Pinned to a notice board in its lobby is a simple three-paragraph message, welcoming all to pray and attend activities at the center. Below, it includes an addendum: “We do not tolerate any kind of extremism or extremist ideologies inside this center.” And then, in red type: “We urge everybody to stay within the Islamic and the U.K. laws.”
That message has become all the more apt since Monday night, when a suicide bomber detonated an improvised explosive device at the end of an Ariana Grande concert, causing mayhem among the 20,000-strong fans flooding out of the arena.
On Tuesday, the Islamic State militant group (ISIS) said a “soldier of the Khilafah [caliphate]” was responsible for the attack. The attacker, who died detonating the device, has been unofficially named as 23-year-old Salman Abedi, though police have not responded to Newsweek’s request for confirmation.
Gaffey failed to raise any inconvenient questions as to whether the local community may have played a part in Abedi's radicalization, skipping straight to pre-victimhood and speaking of an "inevitable backlash."
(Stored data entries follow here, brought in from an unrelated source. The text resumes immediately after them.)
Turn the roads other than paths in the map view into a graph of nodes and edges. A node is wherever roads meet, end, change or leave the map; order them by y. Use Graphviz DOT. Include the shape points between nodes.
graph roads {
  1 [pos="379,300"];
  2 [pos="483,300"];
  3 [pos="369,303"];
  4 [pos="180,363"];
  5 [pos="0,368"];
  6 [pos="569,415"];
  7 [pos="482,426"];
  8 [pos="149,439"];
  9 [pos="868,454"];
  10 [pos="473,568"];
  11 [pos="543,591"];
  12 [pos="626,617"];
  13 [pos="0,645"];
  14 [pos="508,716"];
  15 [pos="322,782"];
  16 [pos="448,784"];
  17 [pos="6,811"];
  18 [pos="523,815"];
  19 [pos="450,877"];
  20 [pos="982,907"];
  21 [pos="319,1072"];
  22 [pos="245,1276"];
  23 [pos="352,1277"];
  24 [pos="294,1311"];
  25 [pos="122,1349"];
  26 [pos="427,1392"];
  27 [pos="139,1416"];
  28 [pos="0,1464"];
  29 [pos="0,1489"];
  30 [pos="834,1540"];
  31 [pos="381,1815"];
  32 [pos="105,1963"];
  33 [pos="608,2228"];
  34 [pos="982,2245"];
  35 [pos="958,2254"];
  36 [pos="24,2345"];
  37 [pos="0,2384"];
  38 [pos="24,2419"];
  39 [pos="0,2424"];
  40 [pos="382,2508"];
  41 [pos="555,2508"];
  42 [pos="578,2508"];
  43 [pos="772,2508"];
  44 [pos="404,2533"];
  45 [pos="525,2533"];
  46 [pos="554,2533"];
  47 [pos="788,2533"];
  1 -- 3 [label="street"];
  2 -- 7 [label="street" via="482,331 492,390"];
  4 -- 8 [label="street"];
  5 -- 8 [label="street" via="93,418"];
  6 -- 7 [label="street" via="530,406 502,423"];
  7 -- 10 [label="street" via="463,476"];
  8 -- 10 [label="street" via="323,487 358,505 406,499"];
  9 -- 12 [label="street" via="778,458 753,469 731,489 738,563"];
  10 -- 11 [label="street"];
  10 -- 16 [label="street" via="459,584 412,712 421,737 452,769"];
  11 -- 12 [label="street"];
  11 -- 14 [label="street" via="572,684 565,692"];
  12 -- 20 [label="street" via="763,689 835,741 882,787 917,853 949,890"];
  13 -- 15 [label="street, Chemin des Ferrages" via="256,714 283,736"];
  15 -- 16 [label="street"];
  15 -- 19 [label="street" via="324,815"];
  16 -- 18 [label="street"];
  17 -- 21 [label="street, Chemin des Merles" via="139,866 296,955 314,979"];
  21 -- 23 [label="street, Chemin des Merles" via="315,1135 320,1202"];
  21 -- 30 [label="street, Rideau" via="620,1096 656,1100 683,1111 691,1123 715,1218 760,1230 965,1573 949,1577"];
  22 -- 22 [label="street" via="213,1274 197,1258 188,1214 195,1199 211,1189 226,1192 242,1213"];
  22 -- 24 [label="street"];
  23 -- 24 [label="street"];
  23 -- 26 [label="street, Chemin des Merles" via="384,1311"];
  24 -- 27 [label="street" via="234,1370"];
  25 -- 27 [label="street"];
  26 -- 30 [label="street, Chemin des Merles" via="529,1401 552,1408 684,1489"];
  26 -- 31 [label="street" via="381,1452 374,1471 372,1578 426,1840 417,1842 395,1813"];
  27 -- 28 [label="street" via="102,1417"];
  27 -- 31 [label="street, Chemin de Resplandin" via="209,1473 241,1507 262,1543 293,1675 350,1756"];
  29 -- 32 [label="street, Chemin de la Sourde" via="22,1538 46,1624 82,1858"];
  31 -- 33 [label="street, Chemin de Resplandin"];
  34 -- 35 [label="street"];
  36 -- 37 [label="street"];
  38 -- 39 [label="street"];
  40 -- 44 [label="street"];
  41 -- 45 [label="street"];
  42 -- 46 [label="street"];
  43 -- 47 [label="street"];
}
Many of the city’s nearly quarter-million Muslims dread the seemingly inevitable backlash against their community. Mohamed Abdul Malek, an imam and trustee of the MYF, says the aftermath of such attacks is a time marked by fear. “I think with past experience, that fear is there in our [community], especially among women,” says Malek, 61, shuffling in his leather chair in a back room in the MYF’s office.
But that radicalization comes alongside something else: a rise in anti-Muslim hate crimes, in part stoked by attacks claimed by ISIS in Brussels and Paris, as well as the aftermath of the U.K.’s vote to leave the European Union. In December 2016, the Muslim Council of Britain urged British politicians to urgently address Islamophobia in the face of growing attacks against Muslims in the U.K. Figures released in October 2016 showed that hate crimes against Muslims in London had increased 65 percent on the previous year.
Gaffey portrayed the Muslim community in Manchester as the one under attack:
At the MYF, young men shuffle past gathering journalists and file downstairs to attend the midday prayers. Malek says he will be instructing his congregation to speak out against the attack, but also to be vigilant for their own safety. “The Muslim community should clearly show its support for the victims of this act, should do whatever it can to lessen the impact of this act. But at the same time, [they] should take precautions against people who might target them for being Muslims,” he says.
“The people who were killed are our colleagues, our friends our neighbors. You cannot separate us or segregate us from the impact of such on act on the people of Manchester generally.”